Big-hitting Black Caps opener Colin Munro has characterised his side's two-run Twenty20 loss to England - but successful passage to Wednesday's tri-series final against Australia - as bittersweet.
Set a target of 195 for victory and 175 for progression to the final, the Kiwis hit the latter with ease in Hamilton on Sunday but couldn't quite reach the former.
They had required 12 off the final over, bowled by paceman Tom Curran, but Mark Chapman and Colin de Grandhomme could manage only nine.
With one ball remaining, de Grandhomme needed to a boundary to win - but could only hit down the ground and into the grateful arms of an English fielder.
They finished with a total of 192-4.
An earlier captain's knock from the returning Eoin Morgan - hitting a thunderous 80 from 46 balls - had guided England to a competitive 194-7 total.
Munro, who struck his own venomous half-century with 57 from 21 balls and seven sixes, said he was glad to reach the tri-series final but irked to lose.
New Zealand and England won one of four tri-series matches, with the Black Caps reaching the final based on their superior net run rate.
Australia won all four of their tri-series games.
"It's nice to be in the final but the boys are pretty disappointed for not winning the game - every time you put the Fern on, you want to play and win," Munro said.
"You've got to give yourself every opportunity and I think we did that.
"Give credit to England - they bowled really well in those last couple of overs, hit the yorkers really well, and we weren't quite able to get on top."

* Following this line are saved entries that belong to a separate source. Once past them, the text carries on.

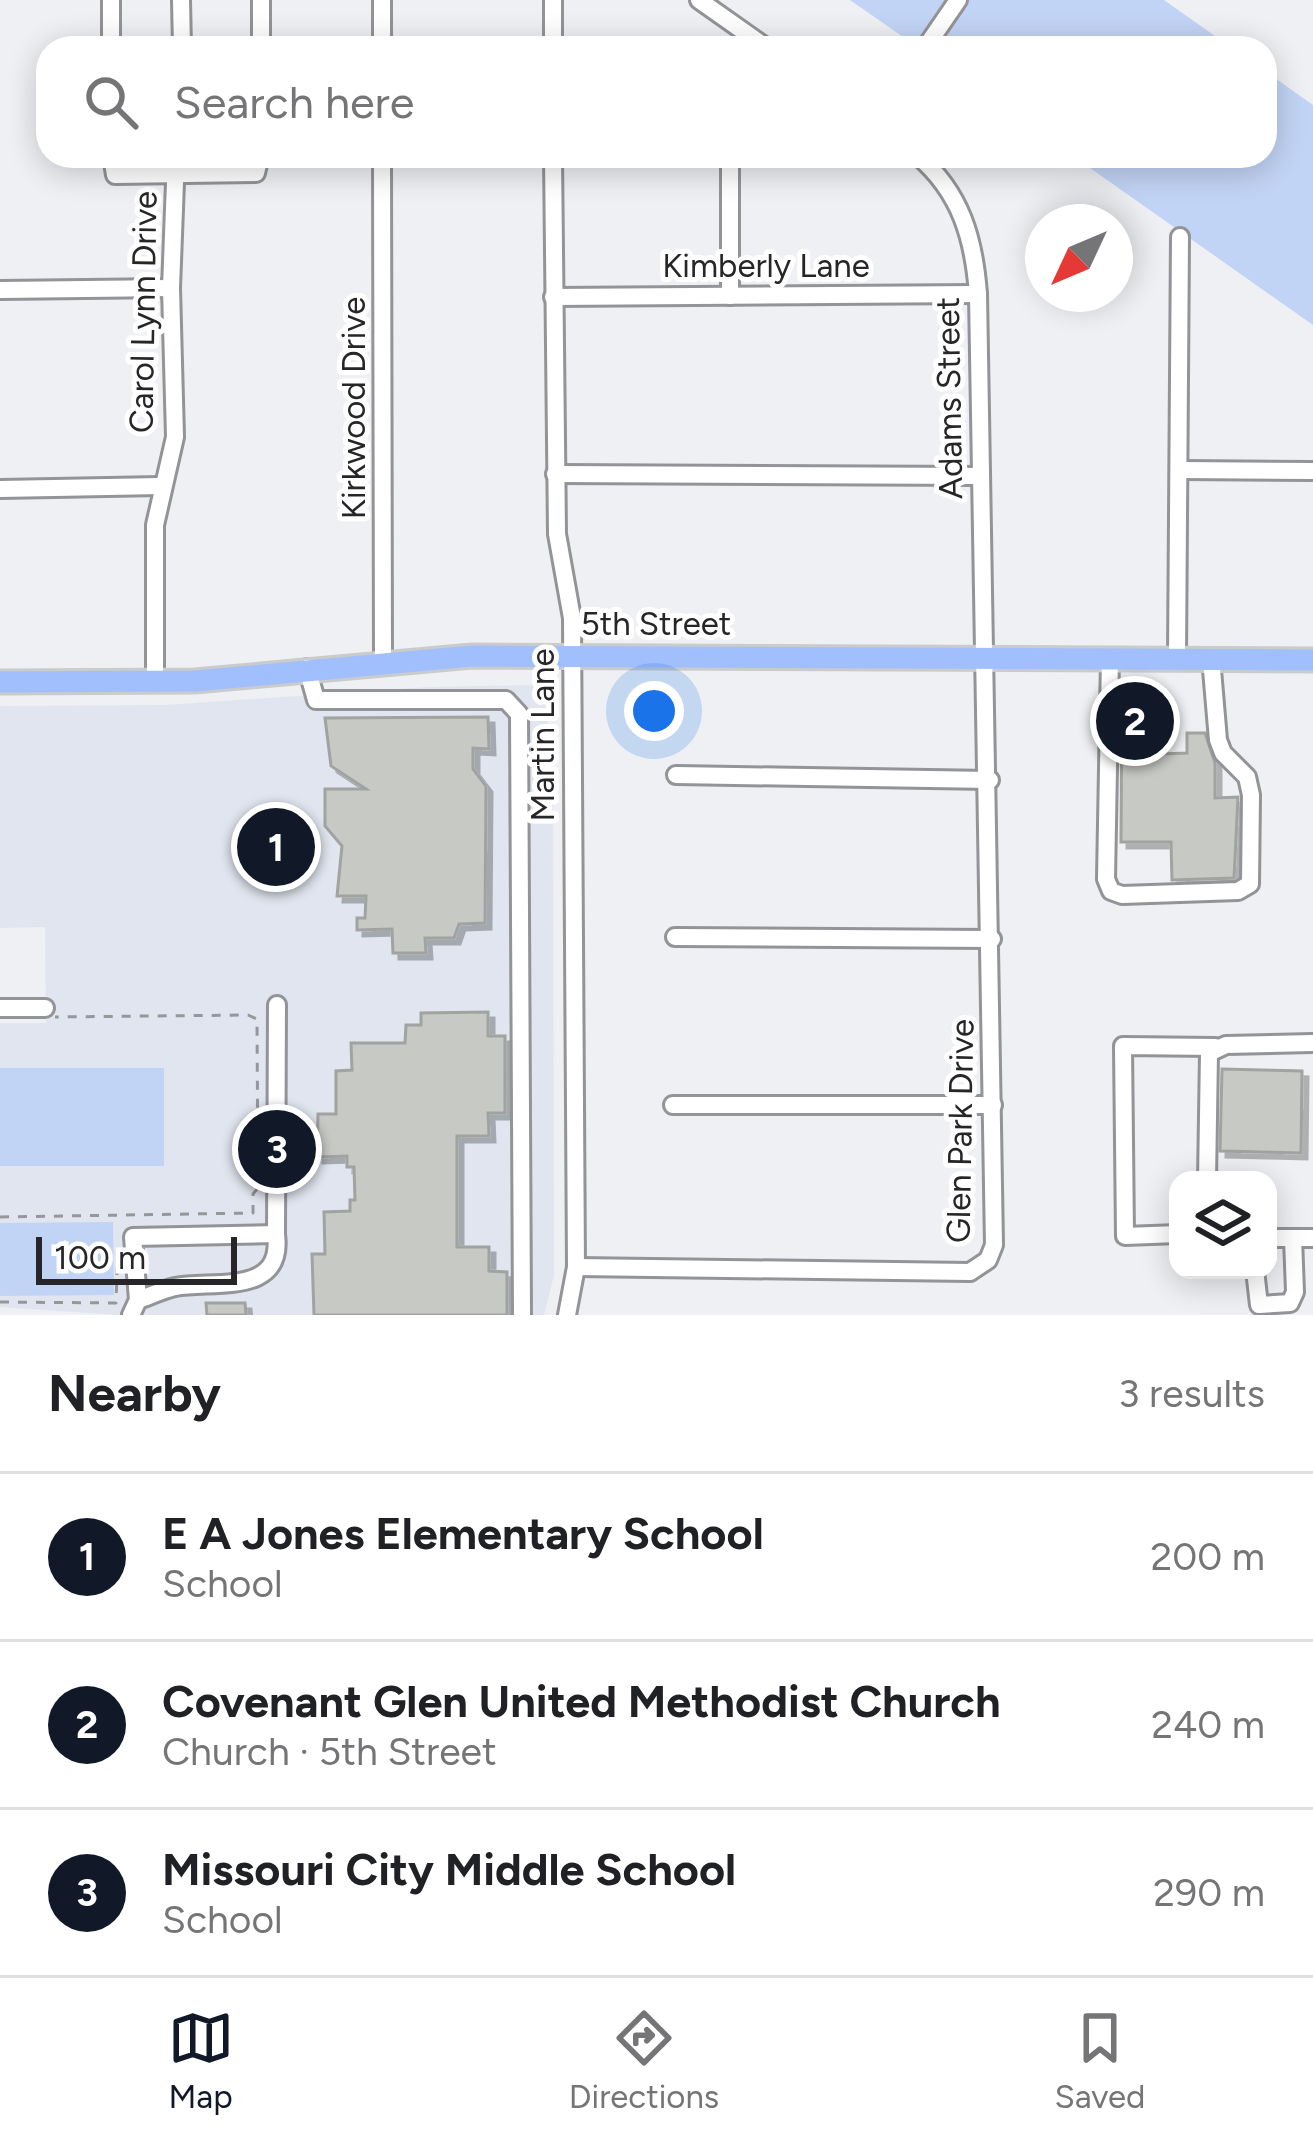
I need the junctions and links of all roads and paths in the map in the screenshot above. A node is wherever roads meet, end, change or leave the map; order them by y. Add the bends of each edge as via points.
1 (111, 0) edge
2 (181, 0) edge
3 (261, 0) edge
4 (382, 0) edge
5 (553, 0) edge
6 (699, 0) edge
7 (958, 0) edge
8 (111, 36) edge
9 (182, 36) edge
10 (261, 36) edge
11 (382, 36) edge
12 (553, 36) edge
13 (739, 36) edge
14 (933, 36) edge
15 (175, 168) edge
16 (382, 168) edge
17 (553, 168) edge
18 (730, 168) edge
19 (928, 168) edge
20 (1180, 237) dead end
21 (171, 288) junction
22 (0, 290) edge
23 (978, 294) junction
24 (554, 296) junction
25 (730, 296) junction
26 (1181, 470) junction
27 (1313, 471) edge
28 (555, 474) junction
29 (980, 476) junction
30 (161, 486) junction
31 (0, 489) edge
32 (571, 656) junction
33 (980, 658) junction
34 (1110, 658) junction
35 (1177, 658) junction
36 (1211, 658) junction
37 (383, 660) junction
38 (1313, 660) edge
39 (308, 668) junction
40 (0, 682) edge
41 (155, 682) junction
42 (676, 775) dead end
43 (990, 780) junction
44 (675, 937) dead end
45 (992, 938) junction
46 (278, 1005) dead end
47 (0, 1008) edge
48 (41, 1013) joint
49 (1313, 1043) edge
50 (1215, 1047) junction
51 (673, 1105) dead end
52 (993, 1105) junction
53 (1207, 1171) edge
54 (0, 1217) edge
55 (276, 1234) junction
56 (1169, 1234) edge
57 (118, 1237) dead end
58 (1277, 1238) edge
59 (1294, 1238) junction
60 (1313, 1238) edge
61 (576, 1267) junction
62 (1256, 1279) edge
63 (0, 1302) edge
64 (134, 1307) edge
65 (522, 1315) edge
66 (567, 1315) edge

1 - 8 street
2 - 9 street
3 - 10 street
4 - 11 street
5 - 12 street
6 - 13 street
7 - 14 street
15 - 21 street, Carol Lynn Drive
16 - 37 street, Kirkwood Drive
17 - 24 street, Martin Lane
18 - 25 street
19 - 23 street, Adams Street via 957,201
20 - 26 street
21 - 22 street
21 - 30 street, Carol Lynn Drive via 175,436
23 - 25 street, Kimberly Lane
23 - 29 street, Adams Street
24 - 25 street, Kimberly Lane
24 - 28 street, Martin Lane
26 - 27 street
26 - 35 street
28 - 29 street
28 - 32 street, Martin Lane
29 - 33 street, Adams Street
30 - 31 street
30 - 41 street, Carol Lynn Drive via 152,572
32 - 33 main road, 5th Street
32 - 37 main road, 5th Street
32 - 61 street, Martin Lane
33 - 34 main road, 5th Street
33 - 43 street, Glen Park Drive
34 - 35 main road, 5th Street
34 - 36 street via 1111,891 1238,891 1250,884 1251,795 1218,740
35 - 36 main road, 5th Street
36 - 38 main road, 5th Street
37 - 39 main road, 5th Street
39 - 41 main road, 5th Street
39 - 65 street via 316,700 506,700 519,714
40 - 41 main road, 5th Street
42 - 43 street
43 - 45 street, Glen Park Drive
44 - 45 street
45 - 52 street, Glen Park Drive
46 - 55 street
47 - 48 street
48 - 54 path via 256,1019 254,1213
49 - 50 street
50 - 53 street via 1207,1058
50 - 56 street via 1123,1046 1125,1236
51 - 52 street
52 - 61 street, Glen Park Drive via 994,1245 970,1272
55 - 64 street via 274,1264 250,1282 172,1288
55 - 64 street via 134,1237
57 - 63 path via 116,1303
58 - 59 street
59 - 60 street
59 - 62 street via 1290,1303 1259,1305
61 - 66 street, Martin Lane

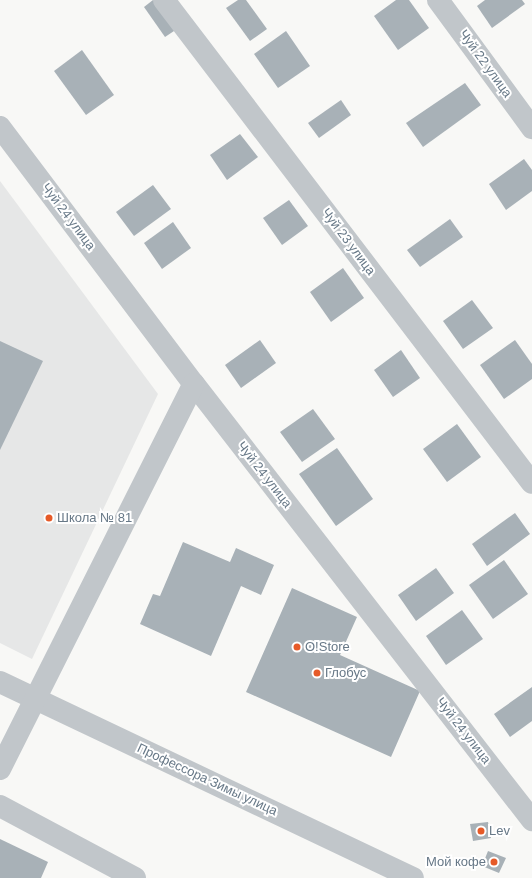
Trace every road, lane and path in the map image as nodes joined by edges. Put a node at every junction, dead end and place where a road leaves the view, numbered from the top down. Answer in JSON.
{"nodes":[{"id":1,"x":164,"y":0,"type":"edge"},
{"id":2,"x":438,"y":0,"type":"edge"},
{"id":3,"x":0,"y":127,"type":"edge"},
{"id":4,"x":532,"y":128,"type":"edge"},
{"id":5,"x":194,"y":384,"type":"junction"},
{"id":6,"x":532,"y":483,"type":"edge"},
{"id":7,"x":0,"y":682,"type":"edge"},
{"id":8,"x":34,"y":699,"type":"junction"},
{"id":9,"x":0,"y":769,"type":"edge"},
{"id":10,"x":0,"y":806,"type":"edge"},
{"id":11,"x":532,"y":820,"type":"edge"},
{"id":12,"x":135,"y":878,"type":"edge"},
{"id":13,"x":413,"y":878,"type":"edge"}],
"edges":[{"from":1,"to":6,"type":"street","name":"Чуй 23 улица"},
{"from":2,"to":4,"type":"street","name":"Чуй 22 улица"},
{"from":3,"to":5,"type":"street","name":"Чуй 24 улица"},
{"from":5,"to":8,"type":"street"},
{"from":5,"to":11,"type":"street","name":"Чуй 24 улица"},
{"from":7,"to":8,"type":"street","name":"Профессора Зимы улица"},
{"from":8,"to":9,"type":"street"},
{"from":8,"to":13,"type":"street","name":"Профессора Зимы улица"},
{"from":10,"to":12,"type":"street"}]}
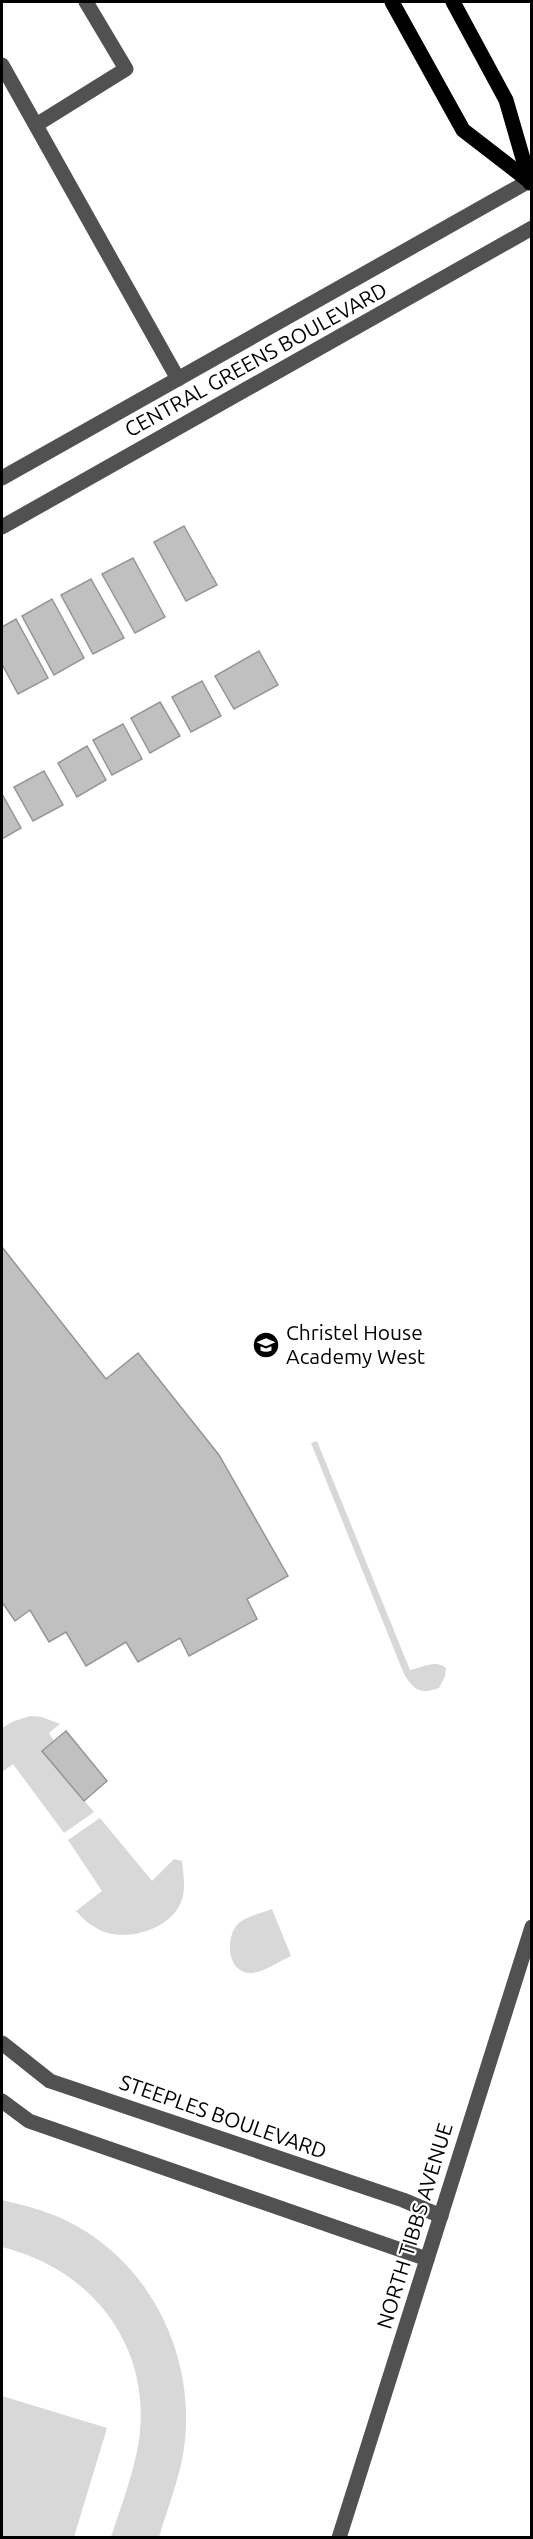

For the Caps' progression to the final - set at Eden Park, the same venue as Friday's five-wicket loss to Australia - they have their openers to thank.
Munro struck powerfully from ball one, while Martin Guptill hung around to snare 62 off 47 deliveries and young gun Chapman secured a solid 37.
Captain Kane Williamson again fell early, removed for eight.
The 30-year-old Munro backed his side to get things right against Australia, who chased down New Zealand's total of 243 to win their last-up clash.
It was the highest successful run chase in international T20 history.
"It's another game at the end of the day, it's a final but it's just another game of cricket - we were pretty close the other night at Eden Park," Munro said.
"It's another game of cricket but another title we can win.
"We'll come to Eden Park on Wednesday fizzing."
England, meanwhile, miss out on the final but will look ahead to their five-match ODI series against New Zealand, starting next weekend in Hamilton.